Pois bem: de entre esse conjunto de factos, seguramente é o da não apresentação de uma conta abrangendo toda a actividade partidária (isto é, o universo de todas as estruturas organizativas do Partido e as suas correspondentes actividades de financiamento e funcionamento) o que se reveste de maior importância. Ele é o óbvio reflexo de os partidos relativamente aos quais se verifica - a saber, o PS, o PPD/PSD, o CDS-PP, a UDP e o PPM - não disporem de uma contabilidade "integrada", e, por isso, não pode, também seguramente, deixar de denotar, só por si, o incumprimento "objectivo", por parte desses partidos, do dever que lhes impõe o artigo 10.º, n.º 1, da Lei 72/93: com efeito, sem essa "integração" contabilística - como quer que a mesma se alcance ou realize - não é possível dizer que a respectiva contabilidade permite "conhecer a sua situação financeira e o cumprimento das obrigações" a que, nos termos daquela lei, estão adstritos.

E esse incumprimento verifica-se igualmente por parte daqueles partidos - PSN, PCTP/MRPP e PXXI - relativamente aos quais se apurou que as respectivas contas se não encontram organizadas em termos de se poder concluir que abrangem todo o universo partidário. Nestes casos, a deficiência da organização contabilística é necessariamente maior, muito embora a falta de "integração" contabilística possa revestir menor dimensão.

A generalidade dos partidos políticos aos quais vêm imputadas estas omissões explicam-nas ou justificam-nas, todavia, invocando as razões já atrás resumidas (supra, n.º 16), e salientando (como também já aí referido) os esforços e progressos que vêm fazendo nessa matéria. Ora - é o problema que agora se põe - haverão tais circunstâncias de ter-se por bastantes para excluir a imputação "subjectiva" da mesma omissão, a título de dolo, a tais partidos, deste modo retirando-lhe qualquer relevância contra-ordenacional? A resposta não pode deixar de ser negativa.
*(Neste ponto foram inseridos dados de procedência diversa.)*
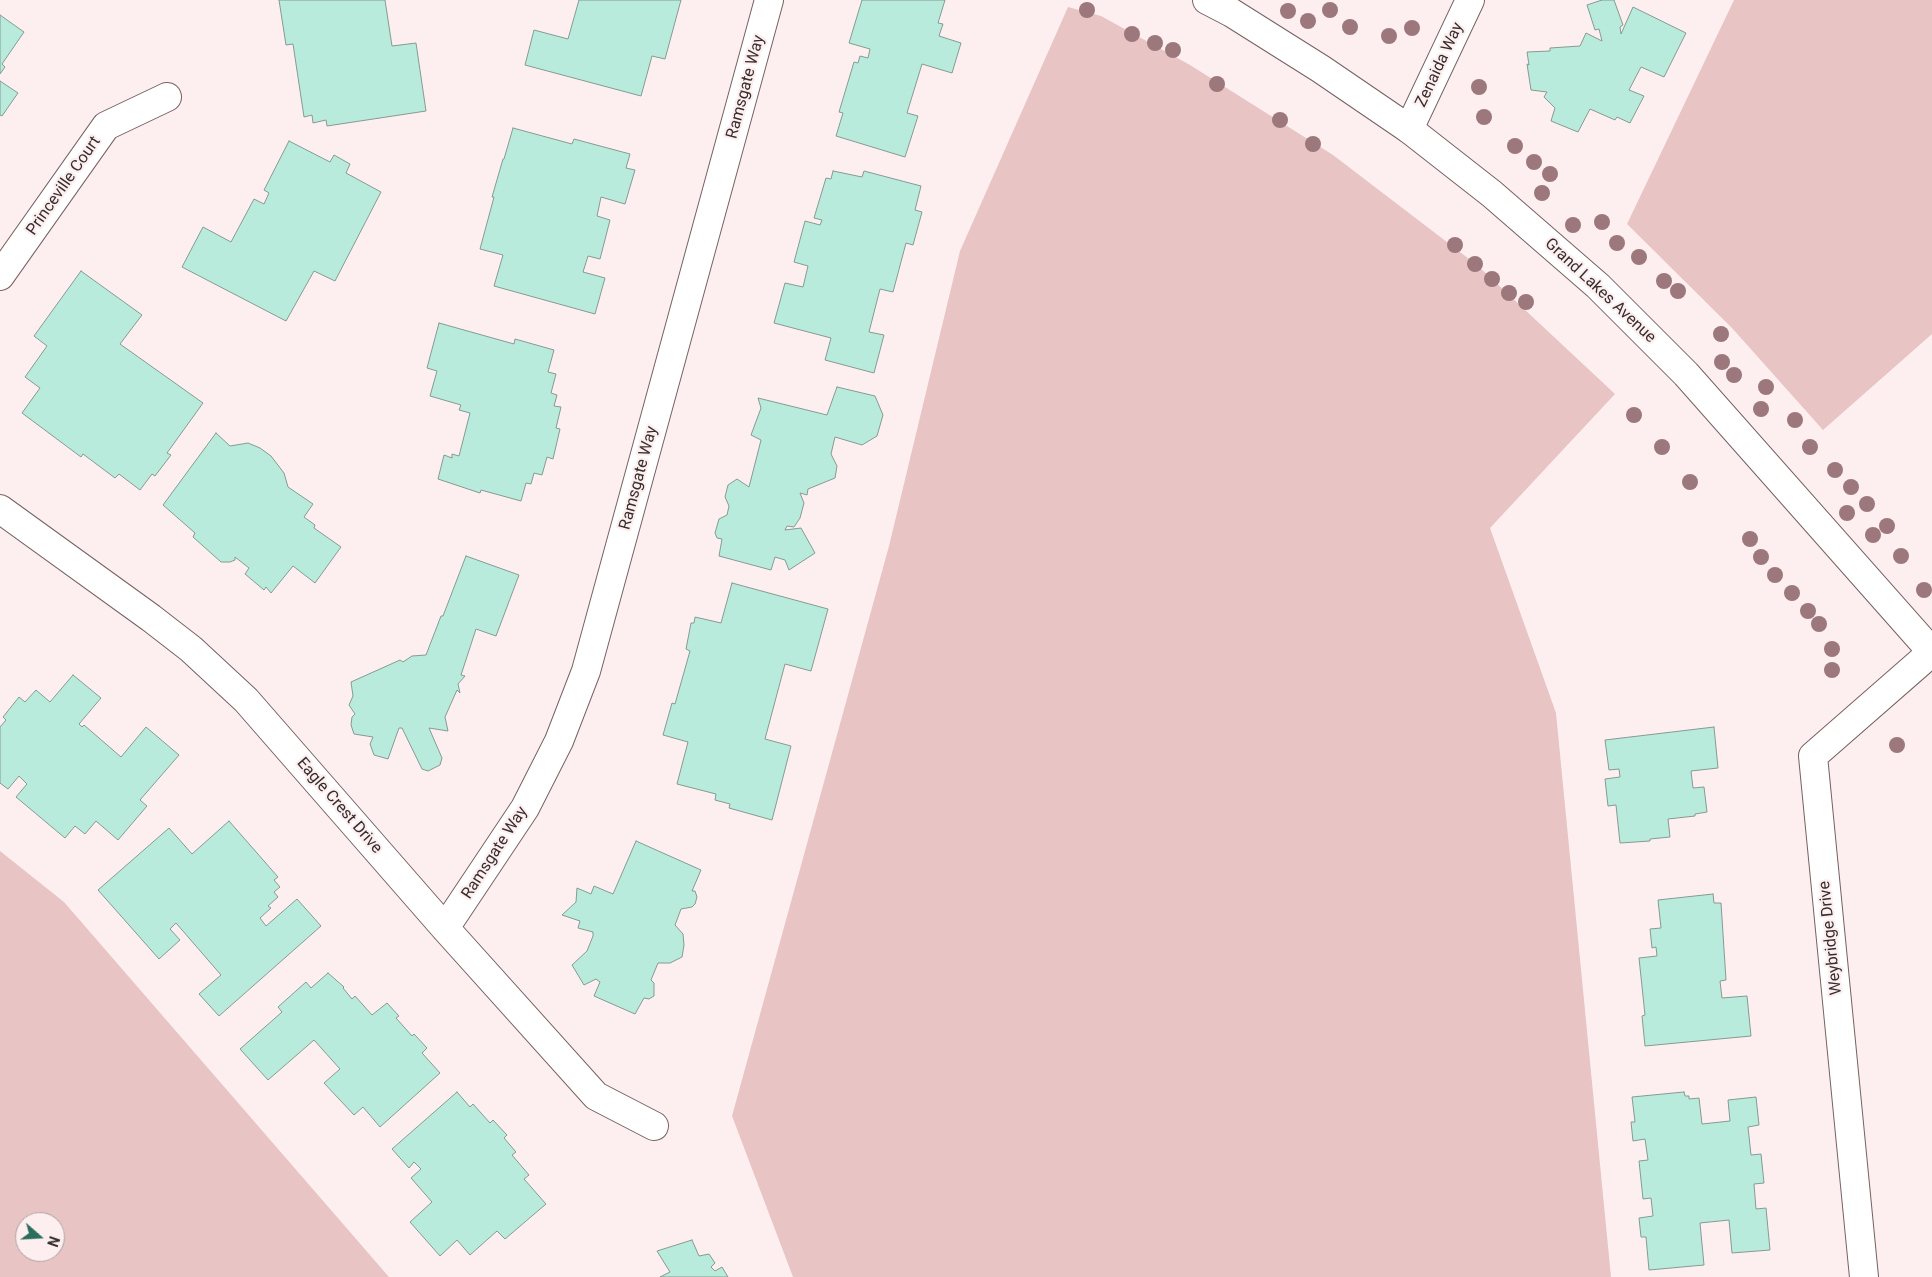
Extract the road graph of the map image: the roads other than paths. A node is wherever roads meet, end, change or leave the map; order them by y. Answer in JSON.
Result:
{"nodes":[{"id":1,"x":769,"y":0,"type":"edge"},
{"id":2,"x":1207,"y":0,"type":"edge"},
{"id":3,"x":1470,"y":0,"type":"edge"},
{"id":4,"x":167,"y":97,"type":"dead end"},
{"id":5,"x":1409,"y":129,"type":"junction"},
{"id":6,"x":0,"y":276,"type":"edge"},
{"id":7,"x":0,"y":509,"type":"edge"},
{"id":8,"x":1932,"y":652,"type":"edge"},
{"id":9,"x":445,"y":928,"type":"junction"},
{"id":10,"x":654,"y":1126,"type":"dead end"},
{"id":11,"x":1864,"y":1277,"type":"edge"}],
"edges":[{"from":1,"to":9,"type":"street","name":"Ramsgate Way"},
{"from":2,"to":5,"type":"street","name":"Grand Lakes Avenue"},
{"from":3,"to":5,"type":"street","name":"Zenaida Way"},
{"from":4,"to":6,"type":"street","name":"Princeville Court"},
{"from":5,"to":8,"type":"street","name":"Grand Lakes Avenue"},
{"from":7,"to":9,"type":"street","name":"Eagle Crest Drive"},
{"from":8,"to":11,"type":"street","name":"Weybridge Drive"},
{"from":9,"to":10,"type":"street","name":"Eagle Crest Drive"}]}
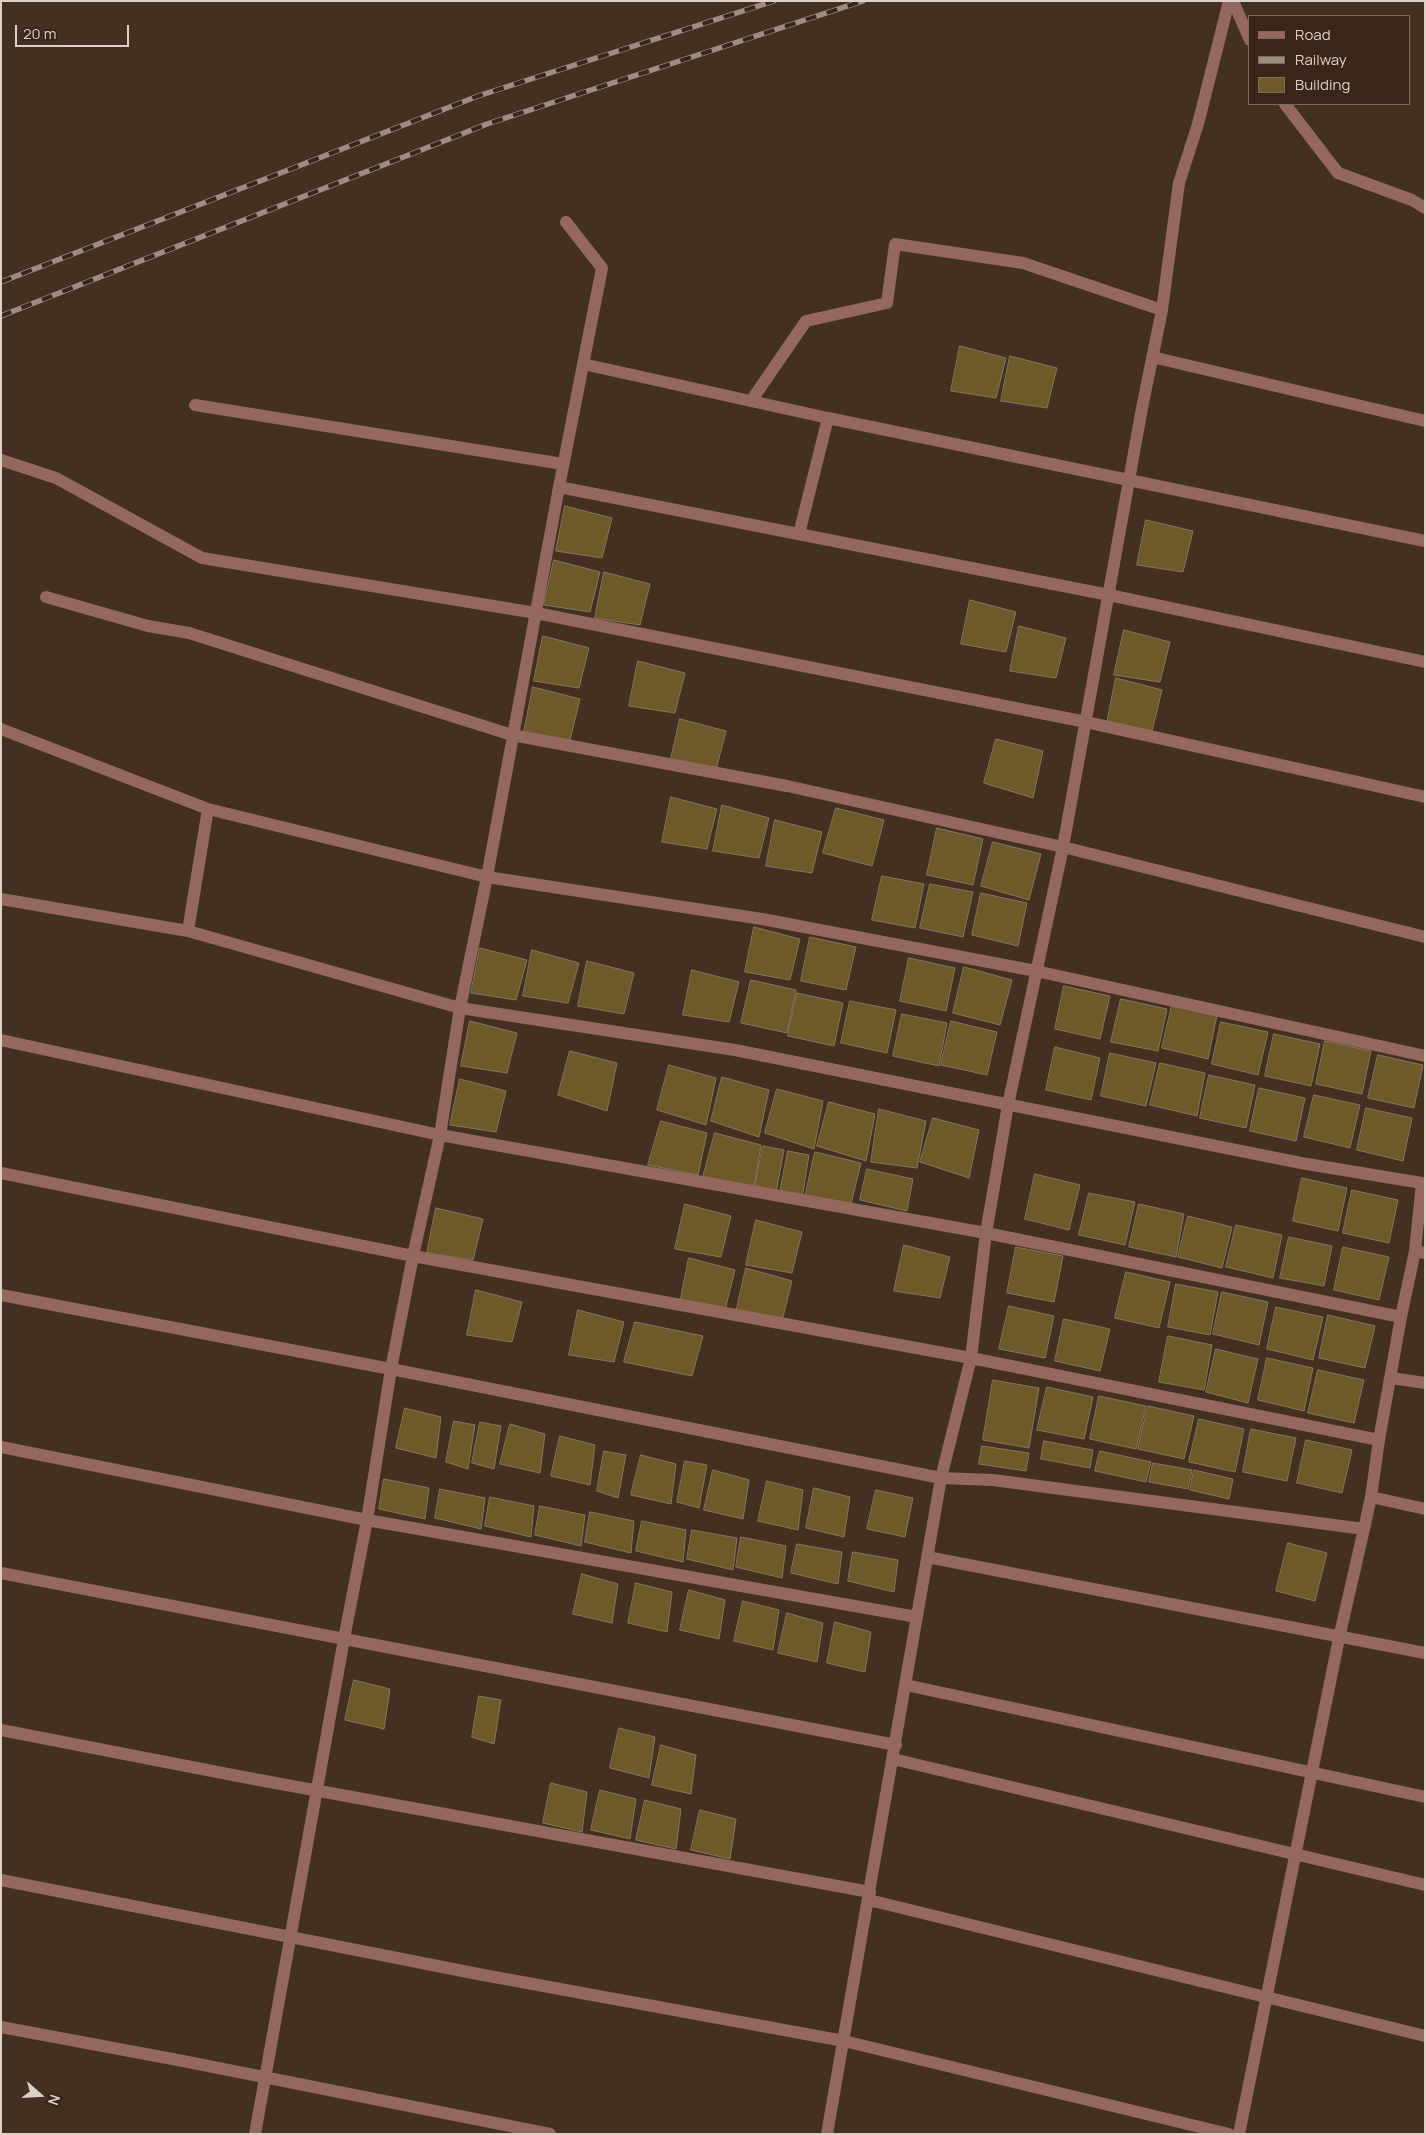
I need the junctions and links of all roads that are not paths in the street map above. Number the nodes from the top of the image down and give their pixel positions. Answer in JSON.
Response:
{"nodes":[{"id":1,"x":1228,"y":1,"type":"edge"},
{"id":2,"x":1233,"y":1,"type":"edge"},
{"id":3,"x":1248,"y":35,"type":"edge"},
{"id":4,"x":1286,"y":105,"type":"edge"},
{"id":5,"x":1425,"y":208,"type":"edge"},
{"id":6,"x":566,"y":222,"type":"dead end"},
{"id":7,"x":1162,"y":310,"type":"junction"},
{"id":8,"x":1152,"y":357,"type":"junction"},
{"id":9,"x":582,"y":364,"type":"junction"},
{"id":10,"x":751,"y":402,"type":"junction"},
{"id":11,"x":196,"y":405,"type":"dead end"},
{"id":12,"x":828,"y":418,"type":"junction"},
{"id":13,"x":1425,"y":421,"type":"edge"},
{"id":14,"x":1,"y":460,"type":"edge"},
{"id":15,"x":563,"y":464,"type":"junction"},
{"id":16,"x":1129,"y":480,"type":"junction"},
{"id":17,"x":559,"y":487,"type":"junction"},
{"id":18,"x":799,"y":534,"type":"junction"},
{"id":19,"x":1425,"y":540,"type":"edge"},
{"id":20,"x":1109,"y":595,"type":"junction"},
{"id":21,"x":46,"y":598,"type":"dead end"},
{"id":22,"x":536,"y":613,"type":"junction"},
{"id":23,"x":1425,"y":662,"type":"edge"},
{"id":24,"x":1086,"y":722,"type":"junction"},
{"id":25,"x":1,"y":729,"type":"edge"},
{"id":26,"x":512,"y":735,"type":"junction"},
{"id":27,"x":1425,"y":797,"type":"edge"},
{"id":28,"x":208,"y":809,"type":"junction"},
{"id":29,"x":1063,"y":847,"type":"junction"},
{"id":30,"x":487,"y":877,"type":"junction"},
{"id":31,"x":1,"y":899,"type":"edge"},
{"id":32,"x":188,"y":932,"type":"junction"},
{"id":33,"x":1425,"y":937,"type":"edge"},
{"id":34,"x":1036,"y":971,"type":"junction"},
{"id":35,"x":460,"y":1008,"type":"junction"},
{"id":36,"x":1,"y":1040,"type":"edge"},
{"id":37,"x":1425,"y":1056,"type":"edge"},
{"id":38,"x":1008,"y":1105,"type":"junction"},
{"id":39,"x":440,"y":1135,"type":"junction"},
{"id":40,"x":1,"y":1173,"type":"edge"},
{"id":41,"x":1424,"y":1177,"type":"edge"},
{"id":42,"x":986,"y":1233,"type":"junction"},
{"id":43,"x":1420,"y":1252,"type":"edge"},
{"id":44,"x":413,"y":1256,"type":"junction"},
{"id":45,"x":1,"y":1295,"type":"edge"},
{"id":46,"x":1401,"y":1317,"type":"junction"},
{"id":47,"x":971,"y":1358,"type":"junction"},
{"id":48,"x":391,"y":1369,"type":"junction"},
{"id":49,"x":1391,"y":1378,"type":"junction"},
{"id":50,"x":1425,"y":1383,"type":"edge"},
{"id":51,"x":1380,"y":1440,"type":"junction"},
{"id":52,"x":1,"y":1447,"type":"edge"},
{"id":53,"x":941,"y":1478,"type":"junction"},
{"id":54,"x":1371,"y":1497,"type":"junction"},
{"id":55,"x":1425,"y":1508,"type":"edge"},
{"id":56,"x":367,"y":1520,"type":"junction"},
{"id":57,"x":1364,"y":1529,"type":"junction"},
{"id":58,"x":927,"y":1557,"type":"junction"},
{"id":59,"x":1,"y":1573,"type":"edge"},
{"id":60,"x":917,"y":1617,"type":"junction"},
{"id":61,"x":1339,"y":1638,"type":"junction"},
{"id":62,"x":344,"y":1639,"type":"junction"},
{"id":63,"x":1425,"y":1653,"type":"edge"},
{"id":64,"x":906,"y":1685,"type":"junction"},
{"id":65,"x":1,"y":1730,"type":"edge"},
{"id":66,"x":896,"y":1745,"type":"junction"},
{"id":67,"x":893,"y":1758,"type":"junction"},
{"id":68,"x":1312,"y":1772,"type":"junction"},
{"id":69,"x":317,"y":1790,"type":"junction"},
{"id":70,"x":1425,"y":1797,"type":"edge"},
{"id":71,"x":1295,"y":1854,"type":"junction"},
{"id":72,"x":1,"y":1880,"type":"edge"},
{"id":73,"x":1425,"y":1885,"type":"edge"},
{"id":74,"x":870,"y":1896,"type":"junction"},
{"id":75,"x":291,"y":1937,"type":"junction"},
{"id":76,"x":1266,"y":1998,"type":"junction"},
{"id":77,"x":1,"y":2028,"type":"edge"},
{"id":78,"x":1425,"y":2036,"type":"edge"},
{"id":79,"x":844,"y":2041,"type":"junction"},
{"id":80,"x":266,"y":2077,"type":"junction"},
{"id":81,"x":255,"y":2134,"type":"edge"},
{"id":82,"x":550,"y":2134,"type":"edge"},
{"id":83,"x":827,"y":2134,"type":"edge"},
{"id":84,"x":1229,"y":2134,"type":"edge"},
{"id":85,"x":1239,"y":2134,"type":"edge"}],
"edges":[{"from":1,"to":7,"type":"street"},
{"from":2,"to":3,"type":"street"},
{"from":4,"to":5,"type":"street"},
{"from":6,"to":9,"type":"street"},
{"from":7,"to":8,"type":"street"},
{"from":7,"to":10,"type":"street"},
{"from":8,"to":13,"type":"street"},
{"from":8,"to":16,"type":"street"},
{"from":9,"to":10,"type":"street"},
{"from":9,"to":15,"type":"street"},
{"from":10,"to":12,"type":"street"},
{"from":11,"to":15,"type":"street"},
{"from":12,"to":16,"type":"street"},
{"from":12,"to":18,"type":"street"},
{"from":14,"to":22,"type":"street"},
{"from":15,"to":17,"type":"street"},
{"from":16,"to":19,"type":"street"},
{"from":16,"to":20,"type":"street"},
{"from":17,"to":18,"type":"street"},
{"from":17,"to":22,"type":"street"},
{"from":18,"to":20,"type":"street"},
{"from":20,"to":23,"type":"street"},
{"from":20,"to":24,"type":"street"},
{"from":21,"to":26,"type":"street"},
{"from":22,"to":24,"type":"street"},
{"from":22,"to":26,"type":"street"},
{"from":24,"to":27,"type":"street"},
{"from":24,"to":29,"type":"street"},
{"from":25,"to":28,"type":"street"},
{"from":26,"to":29,"type":"street"},
{"from":26,"to":30,"type":"street"},
{"from":28,"to":30,"type":"street"},
{"from":28,"to":32,"type":"street"},
{"from":29,"to":33,"type":"street"},
{"from":29,"to":34,"type":"street"},
{"from":30,"to":34,"type":"street"},
{"from":30,"to":35,"type":"street"},
{"from":31,"to":32,"type":"street"},
{"from":32,"to":35,"type":"street"},
{"from":34,"to":37,"type":"street"},
{"from":34,"to":38,"type":"street"},
{"from":35,"to":38,"type":"street"},
{"from":35,"to":39,"type":"street"},
{"from":36,"to":39,"type":"street"},
{"from":38,"to":41,"type":"street"},
{"from":38,"to":42,"type":"street"},
{"from":39,"to":42,"type":"street"},
{"from":39,"to":44,"type":"street"},
{"from":40,"to":44,"type":"street"},
{"from":41,"to":43,"type":"street"},
{"from":42,"to":46,"type":"street"},
{"from":42,"to":47,"type":"street"},
{"from":43,"to":46,"type":"street"},
{"from":44,"to":47,"type":"street"},
{"from":44,"to":48,"type":"street"},
{"from":45,"to":48,"type":"street"},
{"from":46,"to":49,"type":"street"},
{"from":47,"to":51,"type":"street"},
{"from":47,"to":53,"type":"street"},
{"from":48,"to":53,"type":"street"},
{"from":48,"to":56,"type":"street"},
{"from":49,"to":50,"type":"street"},
{"from":49,"to":51,"type":"street"},
{"from":51,"to":54,"type":"street"},
{"from":52,"to":56,"type":"street"},
{"from":53,"to":57,"type":"street"},
{"from":53,"to":58,"type":"street"},
{"from":54,"to":55,"type":"street"},
{"from":54,"to":57,"type":"street"},
{"from":56,"to":60,"type":"street"},
{"from":56,"to":62,"type":"street"},
{"from":57,"to":61,"type":"street"},
{"from":58,"to":60,"type":"street"},
{"from":58,"to":61,"type":"street"},
{"from":59,"to":62,"type":"street"},
{"from":60,"to":64,"type":"street"},
{"from":61,"to":63,"type":"street"},
{"from":61,"to":68,"type":"street"},
{"from":62,"to":66,"type":"street"},
{"from":62,"to":69,"type":"street"},
{"from":64,"to":66,"type":"street"},
{"from":64,"to":68,"type":"street"},
{"from":65,"to":69,"type":"street"},
{"from":66,"to":67,"type":"street"},
{"from":67,"to":71,"type":"street"},
{"from":67,"to":74,"type":"street"},
{"from":68,"to":70,"type":"street"},
{"from":68,"to":71,"type":"street"},
{"from":69,"to":74,"type":"street"},
{"from":69,"to":75,"type":"street"},
{"from":71,"to":73,"type":"street"},
{"from":71,"to":76,"type":"street"},
{"from":72,"to":75,"type":"street"},
{"from":74,"to":76,"type":"street"},
{"from":74,"to":79,"type":"street"},
{"from":75,"to":79,"type":"street"},
{"from":75,"to":80,"type":"street"},
{"from":76,"to":78,"type":"street"},
{"from":76,"to":85,"type":"street"},
{"from":77,"to":80,"type":"street"},
{"from":79,"to":83,"type":"street"},
{"from":79,"to":84,"type":"street"},
{"from":80,"to":81,"type":"street"},
{"from":80,"to":82,"type":"street"}]}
É que - como sublinha o Ministério Público, da mesma forma que já o fizera relativamente ao ano anterior - no exercício a que tal omissão agora se reporta (o exercício de 1998) o quadro das obrigações que a Lei 72/93 veio impor aos partidos políticos, em matéria de organização contabilística, e das suas implicações, já se encontrava bem desenhado e esclarecido, nomeadamente com a prolação, a noti ficação e a publicação do Acórdão 979/96. Assim, não podendo as mesmas entidades ignorar que de tais obrigações decorria para elas, inter alia, a indispensabilidade de possuírem uma contabilidade que abrangesse todo o universo das suas estruturas e actividades e da qual decorresse com clareza a efectivação dessa abrangência, é claro que a correspondente falta não pode também deixar de ser-lhes censurável, e, nesse sentido, de lhes ser imputável a um título que ultrapassa o da mera "negligência" (entretanto, sobre a exclusiva imputabilidade a título de dolo das infracções contra-ordenacionais previstas no artigo 14.º da Lei 72/93, (cf., o já citado Acórdão 537/97, n.º 21).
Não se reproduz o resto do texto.